Dejamos el hotel por la mañana temprano, y a las ocho ya estábamos en la carretera, dirigiéndonos hacia el Oeste, hacia una nueva vida en las soleadas colinas de la Ciudad del Oropel. En aquellos tiempos era un viaje largo y agotador. No había superautopistas ni boleras de seis carriles que se extendieran de costa a costa, y tenías que ir serpenteando, cruzando pueblecitos y aldeas, siguiendo cualquier carretera que te llevara en la dirección adecuada. Si te quedabas atascado detrás de un granjero que transportaba una carga de heno en un tractor Modelo T, mala suerte.
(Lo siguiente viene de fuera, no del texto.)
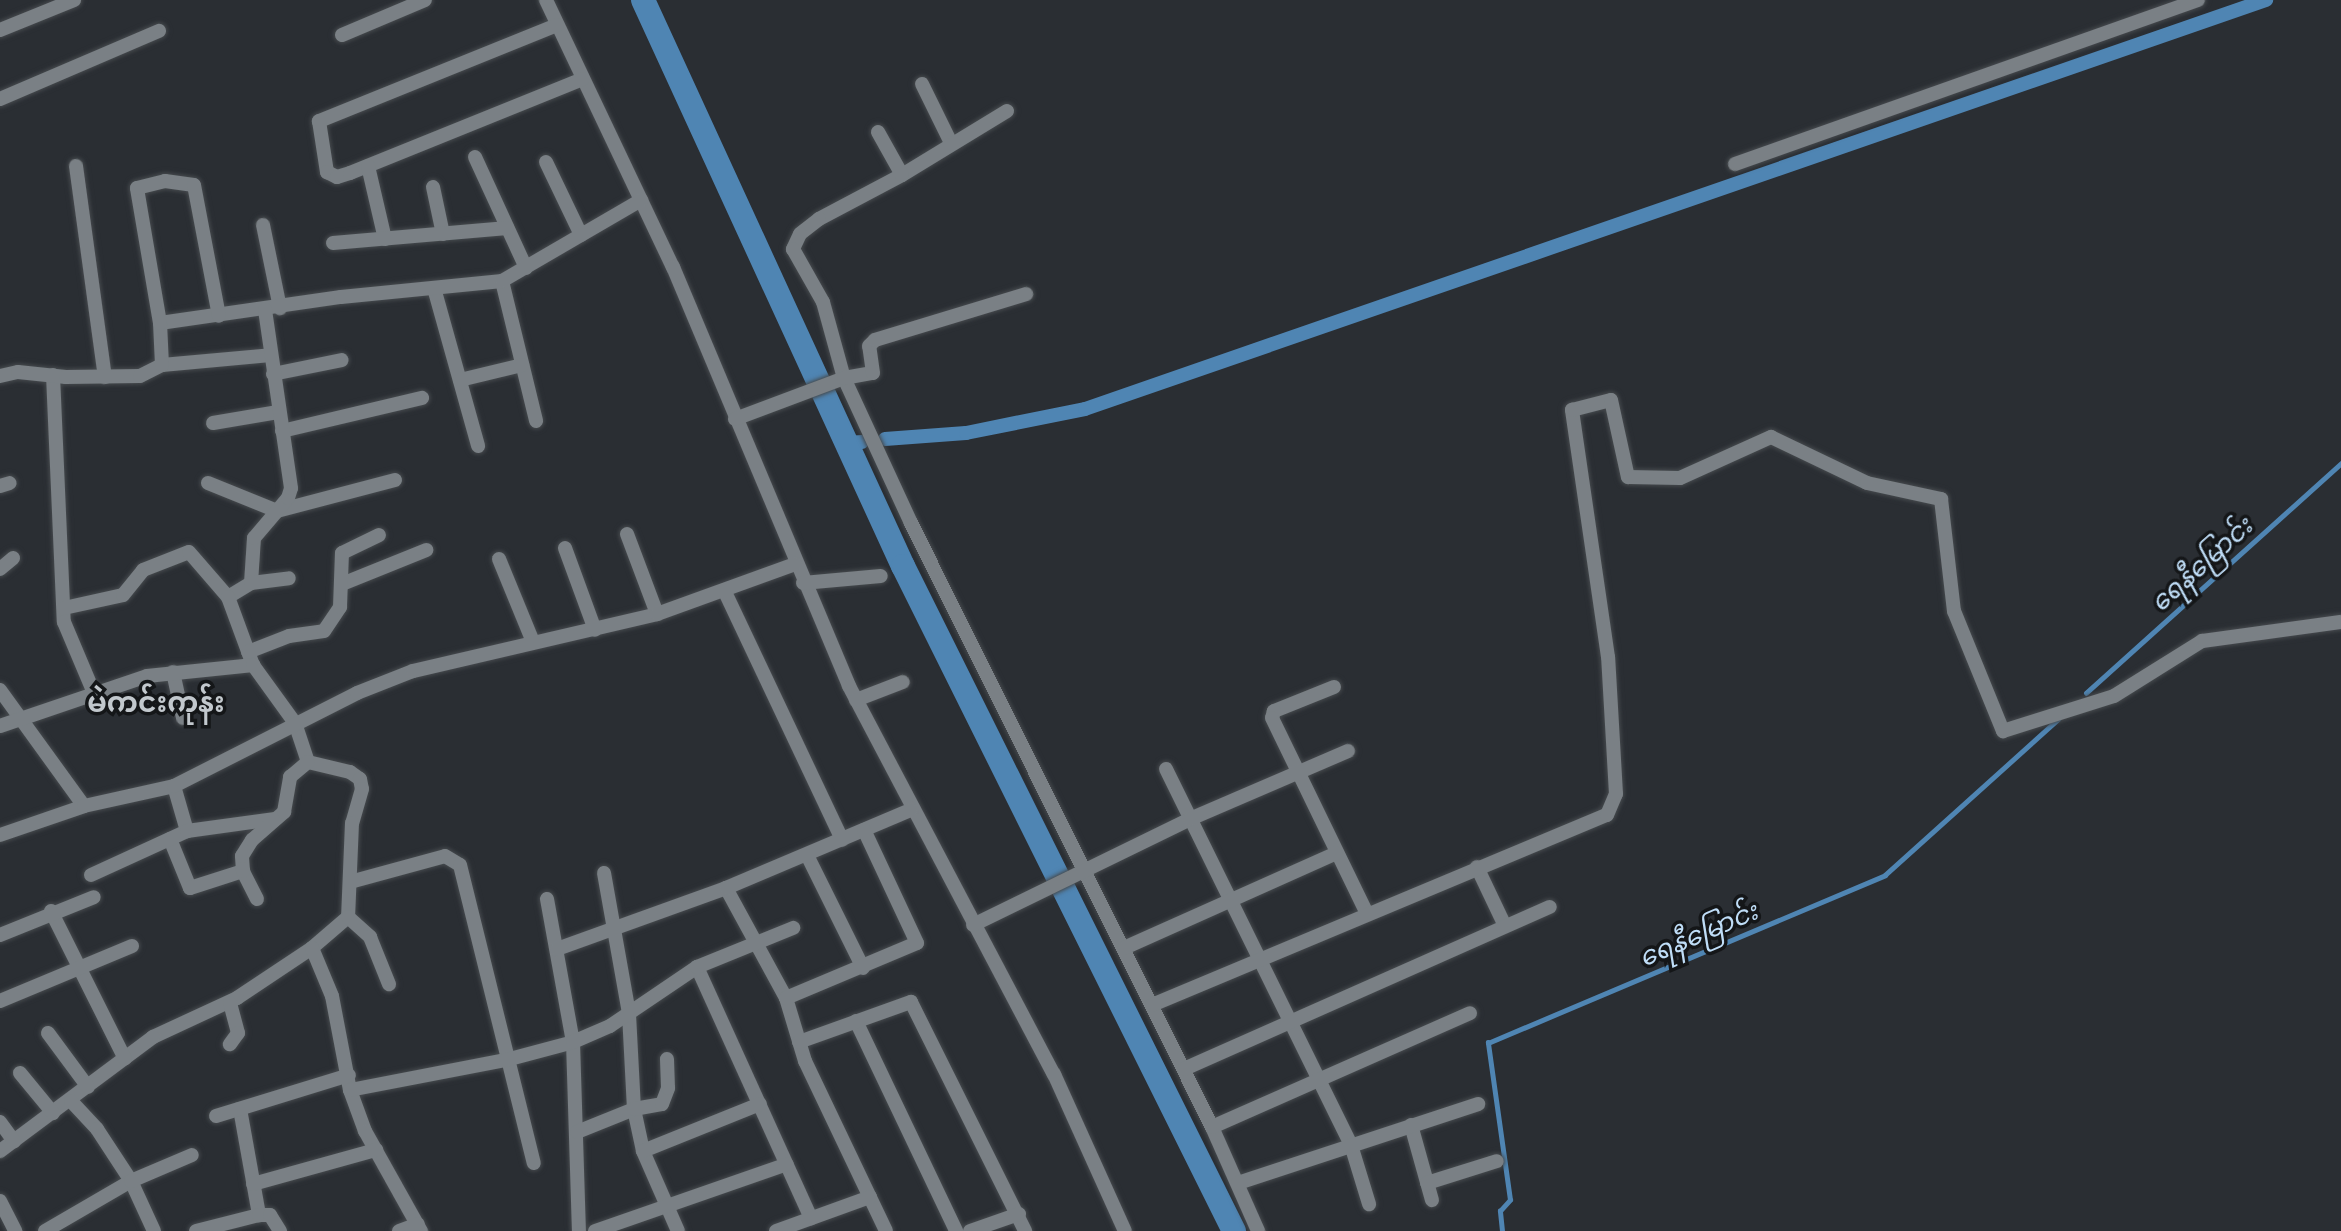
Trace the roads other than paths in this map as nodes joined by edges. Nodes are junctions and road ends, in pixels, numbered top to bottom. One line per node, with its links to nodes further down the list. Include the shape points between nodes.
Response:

Si estaban haciendo obras en una carretera, tenías que dar media vuelta y encontrar otra, y con frecuencia eso significaba apartarte de tu camino durante muchas horas. Ésas eran las reglas del juego en aquel entonces, pero no puedo decir que me molestara el ir despacio. Yo no era más que un pasajero, y si me apetecía dormirme una hora o dos en el asiento trasero, nada me lo impedía. Unas cuantas veces, cuando encontrábamos un tramo de carretera particularmente desierto, el maestro me dejó coger el volante, pero eso no sucedió a menudo, y él acabó haciendo el noventa y ocho por ciento de la conducción. Era una experiencia hipnótica para él, y al cabo de cinco o seis días cayó en un estado de ánimo melancólico y rumiante, cada vez más perdido en sus propios pensamientos a medida que avanzábamos hacia el centro del país. Habíamos vuelto a la tierra de los grandes cielos y las extensiones llanas y monótonas, y el aire envolvente parecía privarle de parte de su entusiasmo. Tal vez estaba pensando en la señora Witherspoon, o tal vez alguna otra persona de su pasado había vuelto para obsesionarle, pero es más probable que estuviera meditando sobre la vida y la muerte, las grandes y pavorosas preguntas que se insinúan en tu cabeza cuando no hay nada que té distraiga. ¿Por qué estoy aquí? ¿Adónde voy? ¿Qué me ocurrirá después de que dé mi último suspiro? Éstos son temas graves, lo sé, pero después de reflexionar sobre los actos del maestro en aquel viaje durante más de medio siglo, creo que sé de lo que estoy hablando. Una conversación destaca en mi memoria, y si no me equivoco al interpretar lo que dijo, demuestra la clase de cosas que empezaban a agobiar su espíritu. Estábamos en algún lugar de Texas, un poco mas allá de Forth Worth, creo, y yo estaba parloteando de ese modo animado y jactancioso típico de mí, hablando sin otro motivo que oírme hablar.